Desidero condividere alcune riflessioni sulle conseguenze economiche del tragico conflitto sul terreno militare iniziato un anno fa fra Russia e Ucraina. Lo farò analizzandone origini e conseguenze economiche e prendendo in esame il ruolo degli Stati Uniti e dell’Unione europea, che sono non tanto spettatori ma soggetti partecipanti al conflitto seppur dall’esterno.

Anzitutto, per quanto riguarda le origini economiche nel pianificare l’invasione dell’Ucraina agli inizi del 2022, oltre ai noti motivi più squisitamente geopolitici e geostrategici, il presidente russo Vladimir Putin ha pensato molto probabilmente che, da una parte, la Russia stava già beneficiando a piene mani dell’aumento repentino e vorticoso dei prezzi delle materie prime in atto già dall’autunno 2021 e, in particolare, di quelle direttamente legate alla produzione di energia, come gas e petrolio, di cui essa è assai ricca, e che, dall’altra, poteva contare su una reazione blanda o tardiva dell’Unione europea, che stava affrontando tutte le difficoltà economiche e sociali legate alla ripresa post-pandemica.

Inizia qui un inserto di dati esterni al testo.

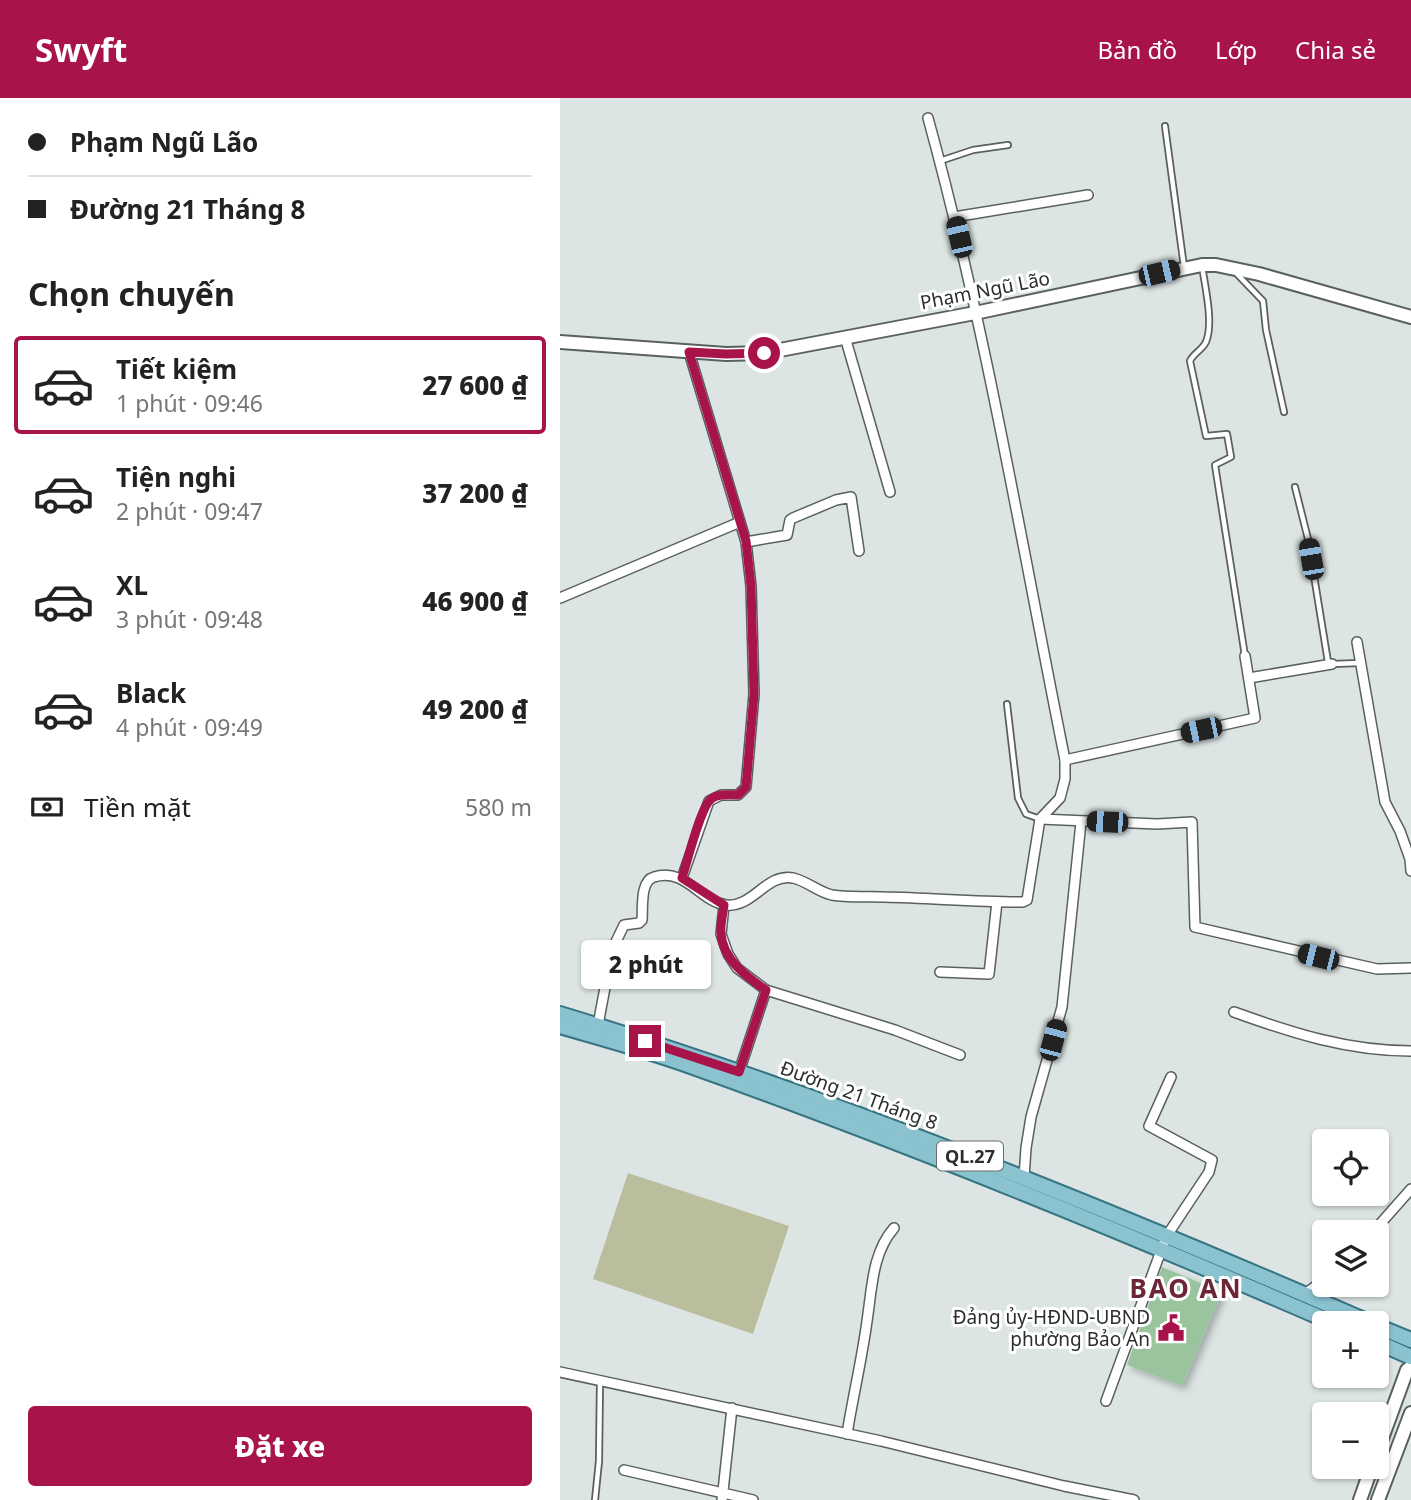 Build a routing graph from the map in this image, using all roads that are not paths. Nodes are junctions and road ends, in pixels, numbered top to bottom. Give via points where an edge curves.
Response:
1 (928, 118) dead end
2 (1165, 126) dead end
3 (1008, 145) dead end
4 (940, 161) junction
5 (1088, 195) dead end
6 (954, 217) junction
7 (1202, 265) junction
8 (1184, 267) junction
9 (1231, 268) junction
10 (975, 313) junction
11 (1411, 317) edge
12 (845, 337) junction
13 (560, 342) edge
14 (689, 352) junction
15 (1284, 412) dead end
16 (1295, 487) dead end
17 (890, 492) dead end
18 (740, 522) junction
19 (746, 541) junction
20 (859, 551) dead end
21 (560, 598) edge
22 (1357, 642) dead end
23 (1245, 656) joint
24 (1361, 663) junction
25 (1332, 664) junction
26 (1249, 678) junction
27 (1007, 704) dead end
28 (1065, 760) junction
29 (1041, 819) junction
30 (1081, 822) junction
31 (1410, 858) edge
32 (1411, 872) edge
33 (682, 878) junction
34 (997, 902) junction
35 (724, 905) junction
36 (1411, 968) edge
37 (940, 972) dead end
38 (766, 990) junction
39 (1234, 1012) dead end
40 (560, 1014) edge
41 (560, 1026) edge
42 (598, 1026) junction
43 (1411, 1051) edge
44 (960, 1055) dead end
45 (739, 1072) junction
46 (1171, 1077) dead end
47 (1024, 1177) junction
48 (1411, 1189) edge
49 (1384, 1220) edge
50 (894, 1228) dead end
51 (1163, 1243) junction
52 (1312, 1289) edge
53 (1306, 1294) junction
54 (1344, 1311) edge
55 (1312, 1313) edge
56 (1389, 1331) edge
57 (1411, 1340) edge
58 (1389, 1347) edge
59 (1411, 1357) edge
60 (1411, 1367) edge
61 (560, 1372) edge
62 (600, 1380) junction
63 (1107, 1401) dead end
64 (732, 1408) junction
65 (1411, 1413) edge
66 (1389, 1419) edge
67 (847, 1434) junction
68 (624, 1470) dead end
69 (1367, 1479) edge
70 (723, 1497) edge
71 (595, 1500) edge
72 (753, 1500) edge
73 (1134, 1500) edge
74 (1360, 1500) edge
75 (1378, 1500) edge

1 - 4 street
2 - 8 lane
3 - 4 lane
4 - 6 street
5 - 6 street
6 - 10 street
7 - 8 street, Phạm Ngũ Lão
7 - 9 street, Phạm Ngũ Lão
7 - 23 lane via 1208,339 1190,361 1206,436 1227,434 1231,457 1215,466
8 - 10 street, Phạm Ngũ Lão
9 - 11 street, Phạm Ngũ Lão
9 - 15 lane via 1263,301
10 - 12 street, Phạm Ngũ Lão
10 - 28 street
12 - 14 street, Phạm Ngũ Lão via 755,354
12 - 17 street
13 - 14 street, Phạm Ngũ Lão
14 - 18 street
16 - 25 lane via 1326,653
18 - 19 street
18 - 21 street
19 - 20 street via 787,535 793,518 851,497
19 - 33 street via 754,694 746,787 738,795 709,801
22 - 24 street
23 - 26 street
24 - 25 lane
24 - 31 street via 1385,802
25 - 26 street
26 - 28 street via 1255,718
27 - 29 lane via 1018,798 1026,814
28 - 29 street via 1060,798
29 - 30 street
29 - 34 street via 1027,900
30 - 36 street via 1192,822 1195,928 1377,969
30 - 47 street via 1062,1007 1031,1117
31 - 32 street
33 - 35 street
33 - 42 street via 648,880 642,920 624,925 612,950
34 - 35 street via 835,896 786,878 764,886 742,903
34 - 37 street via 989,974
35 - 38 street via 721,934 728,954 737,968
38 - 44 street
38 - 45 street
39 - 43 street via 1317,1040
40 - 42 main road, Đường 21 Tháng 8 / QL.27
41 - 51 main road, Đường 21 Tháng 8 / QL.27 via 680,1062
42 - 45 main road, Đường 21 Tháng 8 / QL.27
45 - 47 main road, Đường 21 Tháng 8 / QL.27
46 - 51 street via 1149,1126 1212,1160 1209,1172
47 - 51 main road, Đường 21 Tháng 8 / QL.27
48 - 49 street
50 - 67 street via 884,1240 871,1281
51 - 53 main road, Đường 21 Tháng 8 / QL.27
51 - 55 main road, Đường 21 Tháng 8 / QL.27
51 - 63 street
52 - 53 street
53 - 54 main road, Đường 21 Tháng 8 / QL.27
56 - 57 main road
58 - 59 main road
60 - 66 street
61 - 62 street
62 - 64 street
62 - 71 lane
64 - 67 street
64 - 70 street
65 - 75 street
67 - 73 street
68 - 70 street
69 - 74 street
70 - 72 street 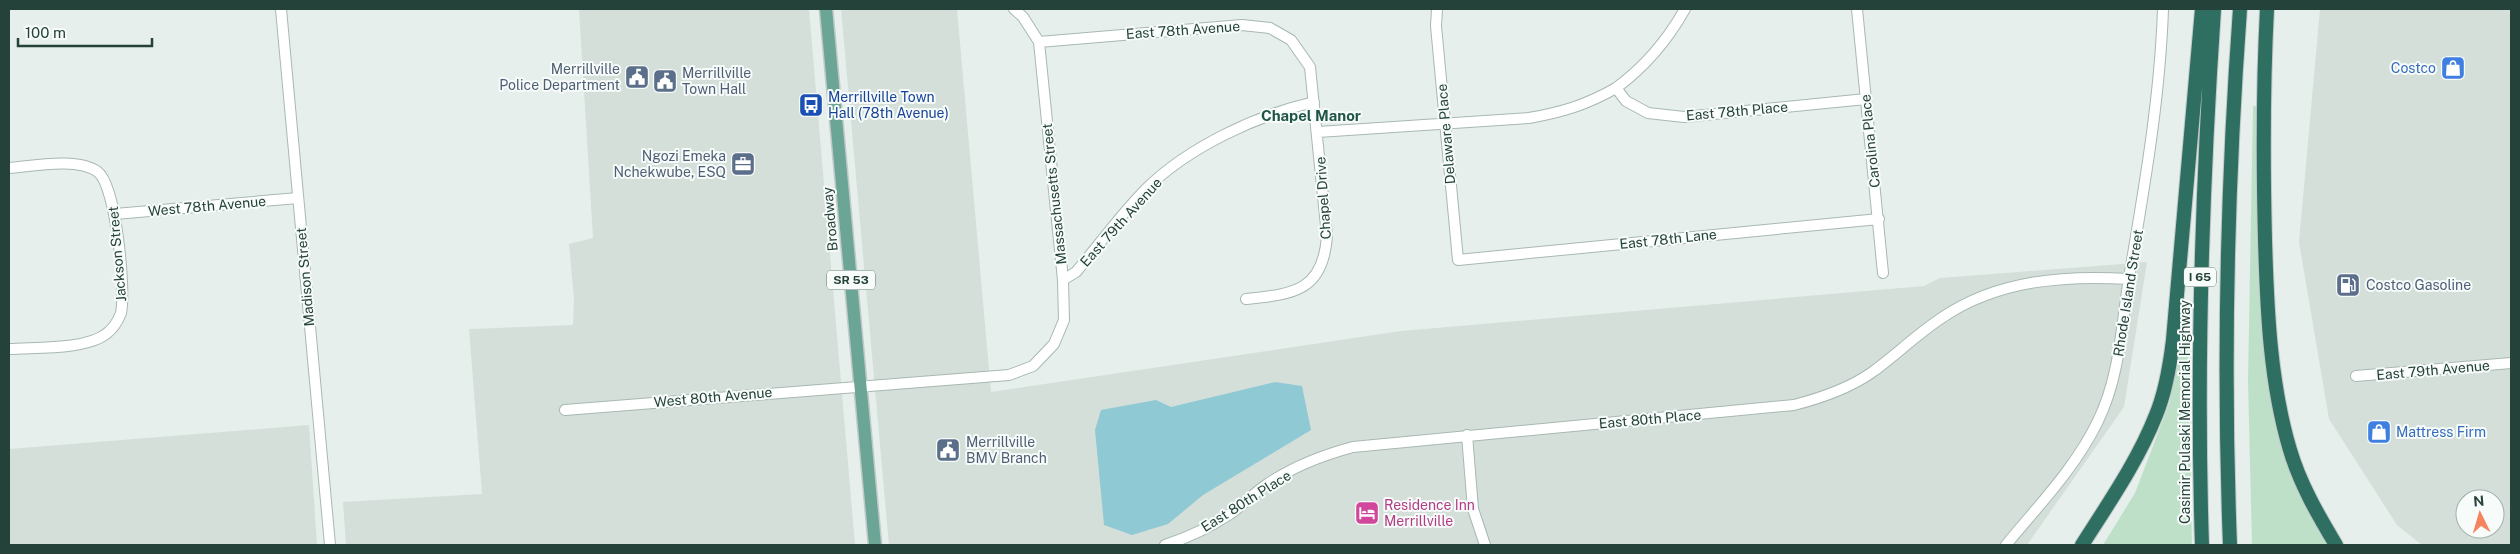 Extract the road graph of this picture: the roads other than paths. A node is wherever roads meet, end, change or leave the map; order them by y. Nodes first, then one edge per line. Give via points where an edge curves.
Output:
1 (280, 9) edge
2 (826, 9) edge
3 (1014, 9) edge
4 (1438, 9) edge
5 (1685, 9) edge
6 (1857, 9) edge
7 (2164, 9) edge
8 (2202, 9) edge
9 (2214, 9) edge
10 (2240, 9) edge
11 (2267, 9) edge
12 (1039, 42) junction
13 (1616, 88) junction
14 (1866, 99) junction
15 (1314, 102) junction
16 (1444, 122) junction
17 (1318, 132) junction
18 (9, 168) edge
19 (298, 198) junction
20 (115, 214) junction
21 (1878, 219) junction
22 (1458, 260) joint
23 (1884, 272) dead end
24 (2129, 279) junction
25 (1063, 280) junction
26 (1246, 299) dead end
27 (9, 349) edge
28 (2511, 363) edge
29 (2356, 376) dead end
30 (860, 385) junction
31 (566, 410) dead end
32 (1467, 435) junction
33 (330, 545) edge
34 (875, 545) edge
35 (1164, 545) edge
36 (1485, 545) edge
37 (2006, 545) edge
38 (2082, 545) edge
39 (2202, 545) edge
40 (2230, 545) edge
41 (2336, 545) edge

1 - 19 street, Madison Street
2 - 30 main road, Broadway / SR 53
3 - 12 street
4 - 16 street, Delaware Place via 1436,26
5 - 13 street via 1674,30 1640,70
6 - 14 street, Carolina Place
7 - 24 street, Rhode Island Street via 2162,54 2143,203
8 - 38 highway via 2168,375 2157,413 2138,453
9 - 39 highway, Casimir Pulaski Memorial Highway / I 65 via 2201,254
10 - 40 highway, I 65 via 2229,207 2227,384
11 - 41 highway via 2263,160 2266,277 2274,367 2290,450 2313,506
12 - 15 street, East 78th Avenue via 1242,25 1270,28 1291,40 1310,67
12 - 25 street, Massachusetts Street
13 - 14 street, East 78th Place via 1626,101 1648,113 1684,117
13 - 16 street via 1591,103 1563,112 1529,118
14 - 21 street, Carolina Place
15 - 17 street, East 78th Avenue
15 - 25 street, East 79th Avenue via 1282,110 1208,144 1174,166 1147,188 1076,272
16 - 17 street
16 - 22 street, Delaware Place
17 - 26 street, Chapel Drive via 1327,236 1321,270 1299,290
18 - 20 street, Jackson Street via 81,165 91,168 104,178
19 - 20 street, West 78th Avenue
19 - 33 street, Madison Street
20 - 27 street, Jackson Street via 122,297 121,311 113,327 92,341
21 - 22 street, East 78th Lane
21 - 23 street, Carolina Place
24 - 32 street, East 80th Place via 2085,277 2042,280 1992,292 1942,317 1859,380 1835,392 1794,405
24 - 37 street, Rhode Island Street via 2117,365 2099,419 2077,456
25 - 30 street, Massachusetts Street via 1064,320 1054,344 1033,366 1009,375
28 - 29 street, East 79th Avenue
30 - 31 street, West 80th Avenue
30 - 34 main road, Broadway / SR 53
32 - 35 street, East 80th Place via 1363,445 1328,454 1266,485 1203,529
32 - 36 street via 1474,508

D’altro canto la reazione all’invasione russa dell’Ucraina soprattutto da parte dell’Unione europea, in coordinamento con i Paesi del G7 e l’Australia, è stata più rapida e vigorosa e si è sostanziata nella definizione e nell’applicazione di una serie di sanzioni economiche e finanziarie alla Russia (restrizioni all’importazione e all’esportazione di prodotti e servizi, fra cui gas e petrolio, tetto ai prezzi del petrolio russo, fissato a 60 dollari al barile, blocco per dieci banche russe e quattro bielorusse all’effettuazione e alla ricezione di pagamenti internazionali utilizzando il sistema Swift e divieto assoluto per le banche centrali e commerciali di eseguire operazioni con la Banca centrale nazionale russa). Occorre precisare che sanzioni ed embarghi economici hanno storicamente funzionato molto poco o hanno avuto esito esiguo, dal momento che hanno quasi sempre provocato un effetto contrario e, talora persino negativo, per i paesi sanzionatori. Ovvero quello di incentivare la ricerca di vie alternative per aggirarli e l’identificazione di possibili paesi acquirenti surrogati, che potessero avvicendare quelli precedenti per sostituire la domanda delle forniture oggetto di embargo. Nel caso speciale, la Russia ha provveduto, pur a prezzi scontati, a sostituire con la domanda proveniente da India e Cina le forniture in petrolio e gas in precedenza erogate a Germania, Italia, Spagna e ad altri paesi europei. Mentre il sistema bancario di pagamenti (cosiddetto Swift) viene aggirato tramite l’utilizzo di circuiti alternativi di pagamento (come lo Spfs).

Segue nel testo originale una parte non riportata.